Facilities and infrastructure

In the past few years, Iceland has experienced an incredible growth in tourism. This development has largely been driven by word-of-mouth marketing, since an overwhelming majority of visitors are happy with their visit and pass stories and pictures on to their friends and families (the Eyjafjallajökull eruption also didn’t hurt). The growth in tourism is also mostly experienced in positive terms by the locals since it has helped the economy through difficult times and continues to diversify the job sector through all sorts of interesting small enterprises.

However, the boom in tourism has exposed some serious flaws in the country’s infrastructure and decision-making processes. In short, the government and municipalities have been slow to react to the increased number of visitors and this is most noticeable in the lack of certain basic amenities such as bathroom facilities around the country, and this is especially troublesome around the more popular locations. This state of affairs then directs passers-by towards various guesthouses, shops and restaurants for services such as bathrooms, running water and Wi-Fi, much to the dismay of operators who find themselves providing a free public service at their own cost.

We at Iceland Mini Campers are aware of these issues and therefore we want to offer a simple solution to our customers.

We believe that the mini camper traveller does not have to compromise when it comes to sleeping comfortably, eating proper meals (our campers are fully furnished for those purposes) and most importantly, having access to bathrooms as well as bathing- and washing facilities. For these, there is an abundance of campsites around the country, which provide a host of services such as showers, laundry facilities and WI-FI (these amenities differ between campsites) at affordable prices (see complete list here: http://tjalda.is/en/). Our travel suggestions blog usually includes recommendations for campsites and we are working on adding a map of all the campsites in Iceland on our website.

As for the geothermal swimming pools, they are simply put one of the most wonderful aspects of life in Iceland, and usually include showers, a pool and some hot pots with an entrance fee of 4-6 Euros (see here: http://www.swimminginiceland.com/). These swimming pools are strewn all across the country (the Westfjords alone have 17) and help to make Iceland ideal for motor home journeys.

To conclude, our project involves offering the most cost-efficient way to explore Iceland: a mode of travel that affords visitors more freedom and a more intimate experience than the traditional combinations of hotels, guesthouses and guided tours. Moreover, our travel suggestions blog helps our clients put together their own travel itinerary, with an emphasis on our favorite locations and the wealth of destinations Iceland has to offer that are still mostly unaffected by mass tourism.
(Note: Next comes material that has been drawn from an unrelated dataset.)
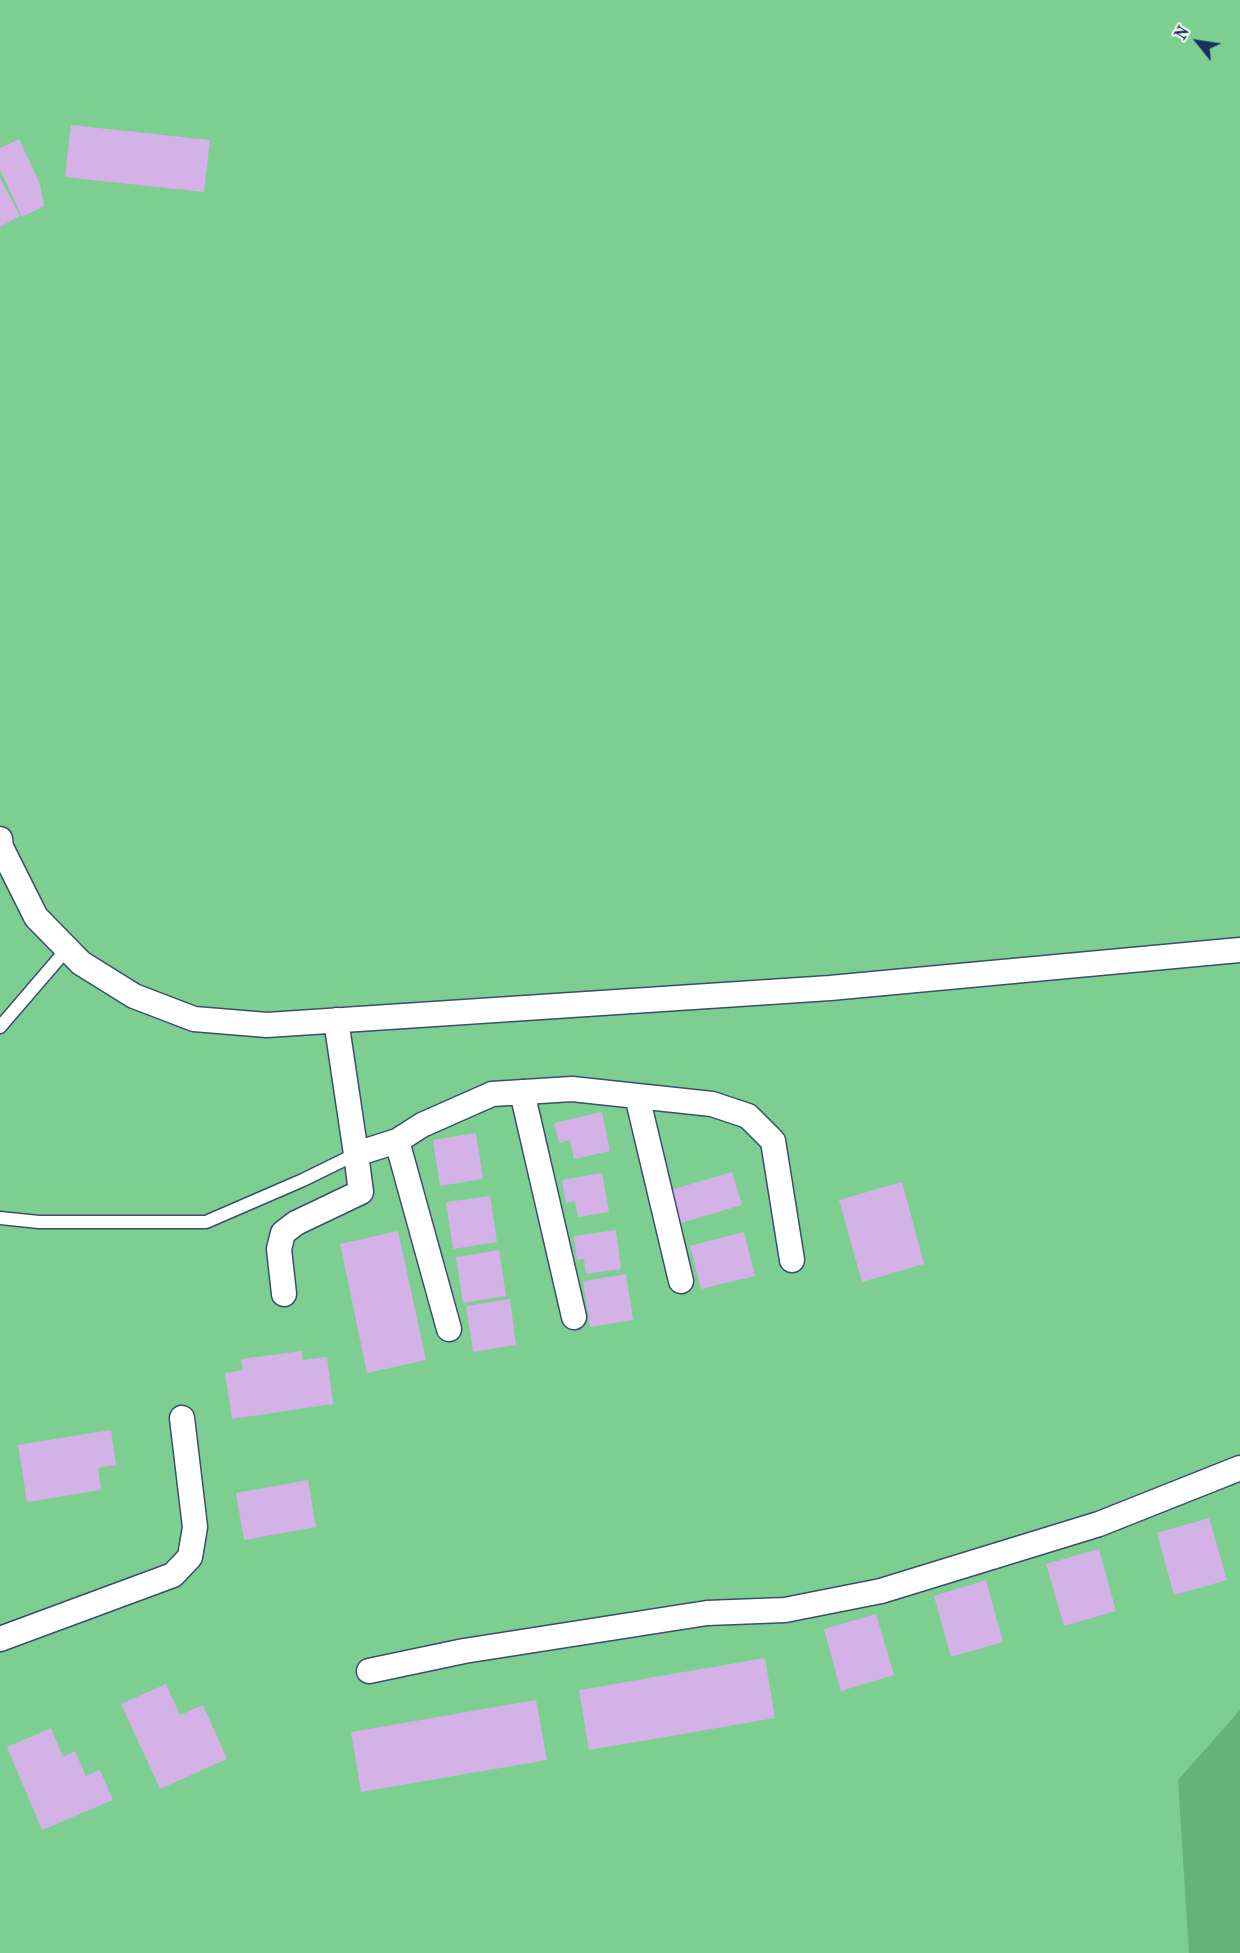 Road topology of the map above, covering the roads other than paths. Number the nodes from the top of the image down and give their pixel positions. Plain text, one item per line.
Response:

In light of the frustrations surrounding infrastructure and facilities along Iceland’s highways, we want to recommend to our customers that they make use of Iceland’s many campsites and swimming pools and show both patience and consideration when it comes to various other service providers along the way.

Above all, drive safely and have fun!

ICM

Reykjanes: The best and the worst of Iceland’s best/worst kept secret.
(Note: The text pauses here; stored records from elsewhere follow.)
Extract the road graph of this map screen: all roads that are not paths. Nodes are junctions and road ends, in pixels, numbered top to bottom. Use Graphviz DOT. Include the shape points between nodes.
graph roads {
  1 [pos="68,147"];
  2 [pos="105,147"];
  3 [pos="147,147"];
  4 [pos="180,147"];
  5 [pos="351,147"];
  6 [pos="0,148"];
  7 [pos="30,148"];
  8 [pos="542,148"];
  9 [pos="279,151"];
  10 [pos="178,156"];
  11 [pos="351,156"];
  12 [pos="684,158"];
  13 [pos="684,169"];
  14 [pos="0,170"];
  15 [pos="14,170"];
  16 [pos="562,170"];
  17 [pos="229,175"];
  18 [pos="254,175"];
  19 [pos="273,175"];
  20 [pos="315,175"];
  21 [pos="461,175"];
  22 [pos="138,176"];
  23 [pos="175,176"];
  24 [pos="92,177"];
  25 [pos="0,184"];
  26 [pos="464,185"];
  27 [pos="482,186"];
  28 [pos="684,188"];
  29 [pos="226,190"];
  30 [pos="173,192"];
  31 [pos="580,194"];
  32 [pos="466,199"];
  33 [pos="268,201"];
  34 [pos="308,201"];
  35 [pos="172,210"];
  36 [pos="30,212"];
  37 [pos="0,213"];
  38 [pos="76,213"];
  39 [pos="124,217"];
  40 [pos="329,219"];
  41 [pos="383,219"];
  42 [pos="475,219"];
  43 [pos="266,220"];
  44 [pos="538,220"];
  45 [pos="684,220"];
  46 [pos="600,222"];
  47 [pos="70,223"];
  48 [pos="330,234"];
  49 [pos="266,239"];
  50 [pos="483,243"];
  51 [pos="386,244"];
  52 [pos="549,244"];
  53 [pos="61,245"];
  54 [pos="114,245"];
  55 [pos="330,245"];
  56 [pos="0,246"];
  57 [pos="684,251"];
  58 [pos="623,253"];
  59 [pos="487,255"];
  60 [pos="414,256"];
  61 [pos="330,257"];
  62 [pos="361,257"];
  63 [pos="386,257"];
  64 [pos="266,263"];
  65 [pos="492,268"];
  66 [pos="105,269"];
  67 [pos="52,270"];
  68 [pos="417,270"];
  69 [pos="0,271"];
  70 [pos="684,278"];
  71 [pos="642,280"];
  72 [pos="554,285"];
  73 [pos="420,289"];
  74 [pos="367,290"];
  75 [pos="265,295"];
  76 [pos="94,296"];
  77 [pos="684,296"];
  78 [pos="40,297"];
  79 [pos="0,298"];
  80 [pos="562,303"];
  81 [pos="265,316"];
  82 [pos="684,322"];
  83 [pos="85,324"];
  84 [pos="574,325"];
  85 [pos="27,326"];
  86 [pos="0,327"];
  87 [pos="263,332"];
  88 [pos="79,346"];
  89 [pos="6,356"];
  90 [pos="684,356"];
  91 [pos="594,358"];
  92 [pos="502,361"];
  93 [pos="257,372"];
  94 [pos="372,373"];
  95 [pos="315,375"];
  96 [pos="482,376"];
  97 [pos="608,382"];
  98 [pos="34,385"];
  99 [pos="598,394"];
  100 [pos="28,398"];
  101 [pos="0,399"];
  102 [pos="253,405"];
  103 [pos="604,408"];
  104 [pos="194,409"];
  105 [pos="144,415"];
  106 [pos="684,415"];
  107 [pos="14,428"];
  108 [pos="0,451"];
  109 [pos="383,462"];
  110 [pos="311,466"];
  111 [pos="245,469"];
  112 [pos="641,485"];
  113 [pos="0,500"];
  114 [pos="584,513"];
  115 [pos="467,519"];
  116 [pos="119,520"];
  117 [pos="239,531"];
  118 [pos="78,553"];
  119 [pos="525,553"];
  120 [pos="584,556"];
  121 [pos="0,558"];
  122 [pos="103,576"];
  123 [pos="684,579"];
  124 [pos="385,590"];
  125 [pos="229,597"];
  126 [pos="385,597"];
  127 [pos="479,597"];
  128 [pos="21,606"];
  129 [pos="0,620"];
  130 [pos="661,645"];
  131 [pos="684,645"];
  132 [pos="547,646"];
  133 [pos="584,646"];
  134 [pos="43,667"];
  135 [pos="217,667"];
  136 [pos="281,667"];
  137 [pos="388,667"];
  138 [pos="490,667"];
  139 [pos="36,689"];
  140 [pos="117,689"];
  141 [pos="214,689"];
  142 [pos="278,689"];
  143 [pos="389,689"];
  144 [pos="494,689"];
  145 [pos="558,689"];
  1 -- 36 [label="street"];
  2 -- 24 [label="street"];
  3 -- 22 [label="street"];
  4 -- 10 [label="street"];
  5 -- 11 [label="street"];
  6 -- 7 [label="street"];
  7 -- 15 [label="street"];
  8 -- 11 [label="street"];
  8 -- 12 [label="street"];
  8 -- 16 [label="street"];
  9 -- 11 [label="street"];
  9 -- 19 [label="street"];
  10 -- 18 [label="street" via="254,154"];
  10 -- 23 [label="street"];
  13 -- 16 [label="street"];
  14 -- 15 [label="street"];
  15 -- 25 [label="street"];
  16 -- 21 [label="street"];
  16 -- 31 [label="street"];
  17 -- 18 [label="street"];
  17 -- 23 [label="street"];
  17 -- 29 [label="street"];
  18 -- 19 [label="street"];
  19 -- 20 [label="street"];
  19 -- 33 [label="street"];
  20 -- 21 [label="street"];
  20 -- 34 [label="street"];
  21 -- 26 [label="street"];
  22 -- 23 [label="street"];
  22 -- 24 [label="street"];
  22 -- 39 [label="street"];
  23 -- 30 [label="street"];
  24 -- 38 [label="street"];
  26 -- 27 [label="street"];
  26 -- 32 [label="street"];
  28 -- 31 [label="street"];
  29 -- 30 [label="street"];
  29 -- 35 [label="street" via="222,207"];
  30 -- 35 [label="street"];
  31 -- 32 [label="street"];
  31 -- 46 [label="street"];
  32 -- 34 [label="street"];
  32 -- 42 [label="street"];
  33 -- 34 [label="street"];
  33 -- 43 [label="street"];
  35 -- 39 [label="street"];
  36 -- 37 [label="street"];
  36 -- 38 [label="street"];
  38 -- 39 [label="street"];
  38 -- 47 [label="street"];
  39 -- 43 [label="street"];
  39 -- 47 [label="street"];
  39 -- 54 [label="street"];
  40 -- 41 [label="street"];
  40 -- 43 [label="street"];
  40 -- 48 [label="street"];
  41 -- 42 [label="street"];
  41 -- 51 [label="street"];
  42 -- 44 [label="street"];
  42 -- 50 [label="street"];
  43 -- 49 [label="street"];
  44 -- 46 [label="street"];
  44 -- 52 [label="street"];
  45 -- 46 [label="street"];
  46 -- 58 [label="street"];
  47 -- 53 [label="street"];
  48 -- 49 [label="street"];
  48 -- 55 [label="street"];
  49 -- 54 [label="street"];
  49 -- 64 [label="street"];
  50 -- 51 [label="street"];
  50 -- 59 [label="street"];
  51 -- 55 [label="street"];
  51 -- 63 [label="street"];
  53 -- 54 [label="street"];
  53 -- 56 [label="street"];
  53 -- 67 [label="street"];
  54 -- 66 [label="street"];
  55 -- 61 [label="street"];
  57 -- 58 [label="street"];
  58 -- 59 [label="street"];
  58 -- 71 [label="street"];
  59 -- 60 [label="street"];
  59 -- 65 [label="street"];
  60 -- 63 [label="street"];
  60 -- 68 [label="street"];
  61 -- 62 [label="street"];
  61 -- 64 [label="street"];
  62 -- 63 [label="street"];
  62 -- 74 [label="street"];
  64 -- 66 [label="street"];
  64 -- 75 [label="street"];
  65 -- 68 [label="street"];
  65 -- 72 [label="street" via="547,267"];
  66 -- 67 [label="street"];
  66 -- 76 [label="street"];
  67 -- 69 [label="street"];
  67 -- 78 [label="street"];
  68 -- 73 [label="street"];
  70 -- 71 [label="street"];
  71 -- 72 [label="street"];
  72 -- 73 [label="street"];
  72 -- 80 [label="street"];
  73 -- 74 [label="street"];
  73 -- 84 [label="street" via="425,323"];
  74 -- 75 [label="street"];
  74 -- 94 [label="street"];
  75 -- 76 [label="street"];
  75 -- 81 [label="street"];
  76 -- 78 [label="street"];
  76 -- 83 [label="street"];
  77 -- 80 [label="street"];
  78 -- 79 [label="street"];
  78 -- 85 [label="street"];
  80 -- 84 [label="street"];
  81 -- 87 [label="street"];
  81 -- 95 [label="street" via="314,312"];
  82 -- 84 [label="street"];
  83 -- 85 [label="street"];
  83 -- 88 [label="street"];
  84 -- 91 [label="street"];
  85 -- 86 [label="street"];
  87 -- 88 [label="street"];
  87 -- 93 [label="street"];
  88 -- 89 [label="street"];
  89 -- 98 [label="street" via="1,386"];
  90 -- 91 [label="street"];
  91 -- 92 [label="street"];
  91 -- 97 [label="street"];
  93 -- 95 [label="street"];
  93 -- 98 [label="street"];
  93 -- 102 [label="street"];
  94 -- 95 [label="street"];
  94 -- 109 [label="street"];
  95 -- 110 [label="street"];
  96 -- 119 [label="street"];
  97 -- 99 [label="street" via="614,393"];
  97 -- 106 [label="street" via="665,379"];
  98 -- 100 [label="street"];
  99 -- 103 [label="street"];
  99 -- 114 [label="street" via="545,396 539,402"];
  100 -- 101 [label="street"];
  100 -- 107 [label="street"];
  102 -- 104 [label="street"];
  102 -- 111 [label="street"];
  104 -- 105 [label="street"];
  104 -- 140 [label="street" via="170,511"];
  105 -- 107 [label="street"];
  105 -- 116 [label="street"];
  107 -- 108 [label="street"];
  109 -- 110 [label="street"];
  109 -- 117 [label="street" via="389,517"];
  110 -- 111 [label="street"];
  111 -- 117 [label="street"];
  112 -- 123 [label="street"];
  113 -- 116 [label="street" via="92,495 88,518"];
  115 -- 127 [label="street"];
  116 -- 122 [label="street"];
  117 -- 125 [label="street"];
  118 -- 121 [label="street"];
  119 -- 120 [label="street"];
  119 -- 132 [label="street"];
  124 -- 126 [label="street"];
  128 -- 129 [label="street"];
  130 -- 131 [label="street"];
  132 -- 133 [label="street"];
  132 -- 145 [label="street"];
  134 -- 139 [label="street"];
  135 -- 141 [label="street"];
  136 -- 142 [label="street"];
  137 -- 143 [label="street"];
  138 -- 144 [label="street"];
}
Reykjanes: The best and the worst of Iceland’s best/worst kept secret.

The Reykjanes peninsula is a place of many paradoxes. It has some of Iceland’s most beautiful landscapes, such as the sprawling moss-covered lava fields and the Eldvörp crater formation, it also has some complete eyesores, such as the depressing old US naval base and the huge Straumsvík aluminum smelting plants. The paradox also extends to the fact that while the majority of people who visit Iceland see some portions of the peninsula (most while driving between Keflavík Airport and Reykjavík or visiting the Blue Lagoon), many tour guides still mention Reykjanes as Iceland’s best kept secret. In any case, a drive around Reykjanes is an excellent way to get the most out of a short visit.  We at Iceland Mini Campers would like to make a few suggestions for interesting destinations and activities  ideal for a short mini camper  journey. Since a portion of the Reykjanes road system consists of gravel roads we recommend that you drive carefully (at a sensible speed and apply brakes every now and then to test road grip) and consider getting added gravel coverage. For a small fee we can also provide navigators for our motorhomes.

Route 42

Route 42

Geothermal fields.

You can start your tour of Reykjanes at our office and drop off point in Eskivellir, which is located in Hafnarfjörður at the base of the Reykjanes peninsula (we can of course also bring your mini camper to the Keflavík airport). Make your way onto route 42 which should bring you right past lake Kleifarvatn which, if you like fishing, is rumored to harbor some big ones (see here for permits: http://veidikortid.is/en/). A few minutes after you pass Kleifarvatn you should see Krýsuvík on the right hand side.

Kleifarvatn. The biggest lake in Reykjanes.

Kleifarvatn. The biggest lake in Reykjanes.

The Krýsuvík area has several geothermal fields with mud pots full of bubbling clay, hot springs and soil in every color of the rainbow. The area has wooden pathways so it can be enjoyed quite safely.

Geothermal area

Geothermal area

Moving along on route 42 you should make a right turn at the next crossing and continue on route 427 towards Grindavík. Driving along the seaside there are a couple of interesting stops, such as the Selatangar ruins (just watch out for local ghost Tumi), colorful mountain Festarfjall and the hiking routes around Hópsnes. Grindavík is a quaint little fishing town, mostly known for its salted cod production. For those curious to try this local delicacy there are some quite nice seafood restaurants in town, such as Bryggjan and Salthúsið.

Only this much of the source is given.